### Working data:
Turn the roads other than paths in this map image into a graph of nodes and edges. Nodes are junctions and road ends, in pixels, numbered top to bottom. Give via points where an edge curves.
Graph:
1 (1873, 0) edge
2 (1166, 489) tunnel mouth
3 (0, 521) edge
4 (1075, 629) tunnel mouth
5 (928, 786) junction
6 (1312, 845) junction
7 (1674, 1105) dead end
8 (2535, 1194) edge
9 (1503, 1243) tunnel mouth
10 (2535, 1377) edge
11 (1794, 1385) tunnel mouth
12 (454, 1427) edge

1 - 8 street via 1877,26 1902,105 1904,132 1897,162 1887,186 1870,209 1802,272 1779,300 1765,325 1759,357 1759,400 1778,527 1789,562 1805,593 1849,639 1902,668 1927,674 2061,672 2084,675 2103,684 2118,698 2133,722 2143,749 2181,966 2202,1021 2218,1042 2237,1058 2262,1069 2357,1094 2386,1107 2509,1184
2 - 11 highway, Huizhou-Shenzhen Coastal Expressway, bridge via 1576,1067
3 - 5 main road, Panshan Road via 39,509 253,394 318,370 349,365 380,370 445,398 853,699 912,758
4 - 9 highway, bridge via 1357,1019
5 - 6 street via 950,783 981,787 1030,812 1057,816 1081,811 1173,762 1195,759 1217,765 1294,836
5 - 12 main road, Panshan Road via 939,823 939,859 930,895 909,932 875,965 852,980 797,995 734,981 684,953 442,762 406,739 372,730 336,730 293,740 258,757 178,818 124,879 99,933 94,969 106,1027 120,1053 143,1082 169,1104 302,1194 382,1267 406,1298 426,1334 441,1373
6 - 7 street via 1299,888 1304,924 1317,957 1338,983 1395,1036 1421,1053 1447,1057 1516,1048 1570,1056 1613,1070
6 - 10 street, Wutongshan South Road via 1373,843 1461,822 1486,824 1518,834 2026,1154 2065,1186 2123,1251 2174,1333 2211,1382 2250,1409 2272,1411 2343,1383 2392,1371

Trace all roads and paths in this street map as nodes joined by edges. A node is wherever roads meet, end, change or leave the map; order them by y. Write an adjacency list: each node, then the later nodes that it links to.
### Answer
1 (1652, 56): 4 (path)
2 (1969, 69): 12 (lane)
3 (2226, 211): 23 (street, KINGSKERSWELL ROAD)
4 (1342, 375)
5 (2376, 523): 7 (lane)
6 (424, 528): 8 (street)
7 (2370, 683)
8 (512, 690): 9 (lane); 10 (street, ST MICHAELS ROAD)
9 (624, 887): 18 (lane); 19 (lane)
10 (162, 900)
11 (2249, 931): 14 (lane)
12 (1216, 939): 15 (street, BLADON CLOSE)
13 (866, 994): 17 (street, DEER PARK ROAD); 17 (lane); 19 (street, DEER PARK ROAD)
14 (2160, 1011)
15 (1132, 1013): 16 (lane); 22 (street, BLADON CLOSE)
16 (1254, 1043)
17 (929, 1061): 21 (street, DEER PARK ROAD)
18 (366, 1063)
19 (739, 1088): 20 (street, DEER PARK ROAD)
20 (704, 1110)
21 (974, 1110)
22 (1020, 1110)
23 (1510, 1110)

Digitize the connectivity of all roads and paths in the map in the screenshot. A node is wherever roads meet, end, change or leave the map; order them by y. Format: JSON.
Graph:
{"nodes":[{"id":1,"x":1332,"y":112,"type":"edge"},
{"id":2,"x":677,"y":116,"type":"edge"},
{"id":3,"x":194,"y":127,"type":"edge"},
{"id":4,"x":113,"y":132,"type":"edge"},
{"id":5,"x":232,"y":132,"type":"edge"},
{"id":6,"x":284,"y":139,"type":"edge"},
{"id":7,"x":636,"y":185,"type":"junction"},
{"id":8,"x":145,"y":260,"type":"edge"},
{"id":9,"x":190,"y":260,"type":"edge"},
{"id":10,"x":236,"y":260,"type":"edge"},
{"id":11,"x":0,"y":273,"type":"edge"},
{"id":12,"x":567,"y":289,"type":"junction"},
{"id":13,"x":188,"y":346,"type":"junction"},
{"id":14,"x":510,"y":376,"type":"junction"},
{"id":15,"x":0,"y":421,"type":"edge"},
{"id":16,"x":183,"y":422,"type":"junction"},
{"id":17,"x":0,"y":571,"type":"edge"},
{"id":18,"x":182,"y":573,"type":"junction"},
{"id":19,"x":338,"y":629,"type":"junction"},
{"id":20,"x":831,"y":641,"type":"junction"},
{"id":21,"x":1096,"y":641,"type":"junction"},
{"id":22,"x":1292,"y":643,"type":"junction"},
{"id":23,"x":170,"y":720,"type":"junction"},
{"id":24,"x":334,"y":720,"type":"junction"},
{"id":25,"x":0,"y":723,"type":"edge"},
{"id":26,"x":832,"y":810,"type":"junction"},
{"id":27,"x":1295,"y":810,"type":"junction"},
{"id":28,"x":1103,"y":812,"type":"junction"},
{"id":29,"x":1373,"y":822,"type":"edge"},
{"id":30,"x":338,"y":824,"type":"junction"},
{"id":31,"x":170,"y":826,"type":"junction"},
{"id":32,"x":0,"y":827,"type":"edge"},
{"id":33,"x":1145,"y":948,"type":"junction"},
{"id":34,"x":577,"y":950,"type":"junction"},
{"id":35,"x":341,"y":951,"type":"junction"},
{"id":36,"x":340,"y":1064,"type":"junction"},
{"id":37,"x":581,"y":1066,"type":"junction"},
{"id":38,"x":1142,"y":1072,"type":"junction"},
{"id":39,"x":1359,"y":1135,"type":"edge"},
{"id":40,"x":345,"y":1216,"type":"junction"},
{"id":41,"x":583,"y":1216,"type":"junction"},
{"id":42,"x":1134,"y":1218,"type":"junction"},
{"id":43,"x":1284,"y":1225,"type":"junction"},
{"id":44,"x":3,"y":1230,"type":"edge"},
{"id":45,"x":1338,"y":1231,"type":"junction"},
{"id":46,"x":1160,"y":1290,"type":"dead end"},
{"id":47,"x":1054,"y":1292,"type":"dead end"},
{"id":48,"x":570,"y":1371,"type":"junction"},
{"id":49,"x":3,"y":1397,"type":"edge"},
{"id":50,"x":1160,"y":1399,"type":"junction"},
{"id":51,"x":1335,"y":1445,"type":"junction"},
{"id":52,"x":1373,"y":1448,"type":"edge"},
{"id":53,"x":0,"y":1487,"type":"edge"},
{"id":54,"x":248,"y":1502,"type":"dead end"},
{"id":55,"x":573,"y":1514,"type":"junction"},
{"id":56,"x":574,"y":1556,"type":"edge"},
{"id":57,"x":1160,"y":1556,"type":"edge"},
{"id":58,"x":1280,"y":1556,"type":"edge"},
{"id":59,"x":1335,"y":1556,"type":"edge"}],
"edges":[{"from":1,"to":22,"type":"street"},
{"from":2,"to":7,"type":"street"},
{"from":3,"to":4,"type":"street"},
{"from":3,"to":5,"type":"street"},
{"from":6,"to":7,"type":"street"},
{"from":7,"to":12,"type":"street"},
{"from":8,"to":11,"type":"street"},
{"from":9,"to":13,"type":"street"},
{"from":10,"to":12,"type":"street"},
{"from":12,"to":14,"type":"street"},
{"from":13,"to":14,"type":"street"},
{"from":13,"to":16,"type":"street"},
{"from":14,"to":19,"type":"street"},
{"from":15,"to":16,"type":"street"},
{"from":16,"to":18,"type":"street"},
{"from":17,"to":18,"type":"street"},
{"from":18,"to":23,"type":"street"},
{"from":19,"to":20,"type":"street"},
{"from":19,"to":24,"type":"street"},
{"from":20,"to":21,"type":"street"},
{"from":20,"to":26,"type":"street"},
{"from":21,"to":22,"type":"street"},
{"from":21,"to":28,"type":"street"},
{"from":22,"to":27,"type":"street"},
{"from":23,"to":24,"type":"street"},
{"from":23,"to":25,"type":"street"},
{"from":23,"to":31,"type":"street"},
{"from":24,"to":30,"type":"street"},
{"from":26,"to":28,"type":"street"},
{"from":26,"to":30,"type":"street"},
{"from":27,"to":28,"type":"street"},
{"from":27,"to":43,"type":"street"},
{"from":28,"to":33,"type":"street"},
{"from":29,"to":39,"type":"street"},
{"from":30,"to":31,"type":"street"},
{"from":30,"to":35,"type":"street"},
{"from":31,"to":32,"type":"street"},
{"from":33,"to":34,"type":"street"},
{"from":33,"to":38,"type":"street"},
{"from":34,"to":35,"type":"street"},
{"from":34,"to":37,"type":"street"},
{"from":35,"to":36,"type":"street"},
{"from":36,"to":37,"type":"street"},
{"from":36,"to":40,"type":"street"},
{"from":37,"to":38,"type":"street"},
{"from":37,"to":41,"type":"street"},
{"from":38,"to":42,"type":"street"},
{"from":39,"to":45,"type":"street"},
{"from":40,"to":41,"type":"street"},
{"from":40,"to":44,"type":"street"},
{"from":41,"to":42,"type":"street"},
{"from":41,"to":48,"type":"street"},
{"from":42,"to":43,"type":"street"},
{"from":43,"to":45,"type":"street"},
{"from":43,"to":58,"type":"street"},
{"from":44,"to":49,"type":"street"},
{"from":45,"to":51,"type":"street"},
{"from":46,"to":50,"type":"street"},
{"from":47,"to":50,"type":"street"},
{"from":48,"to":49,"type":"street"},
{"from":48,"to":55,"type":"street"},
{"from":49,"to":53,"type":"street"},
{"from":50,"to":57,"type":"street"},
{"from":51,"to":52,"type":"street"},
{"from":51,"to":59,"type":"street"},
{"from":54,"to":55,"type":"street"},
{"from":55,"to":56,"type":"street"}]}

### Work to be completed:
Your task is to show every line of the listing above containing "leave".

### Solution to the problem:
Trace all roads and paths in this street map as nodes joined by edges. A node is wherever roads meet, end, change or leave the map; order them by y. Write an adjacency list: each node, then the later nodes that it links to.
Digitize the connectivity of all roads and paths in the map in the screenshot. A node is wherever roads meet, end, change or leave the map; order them by y. Format: JSON.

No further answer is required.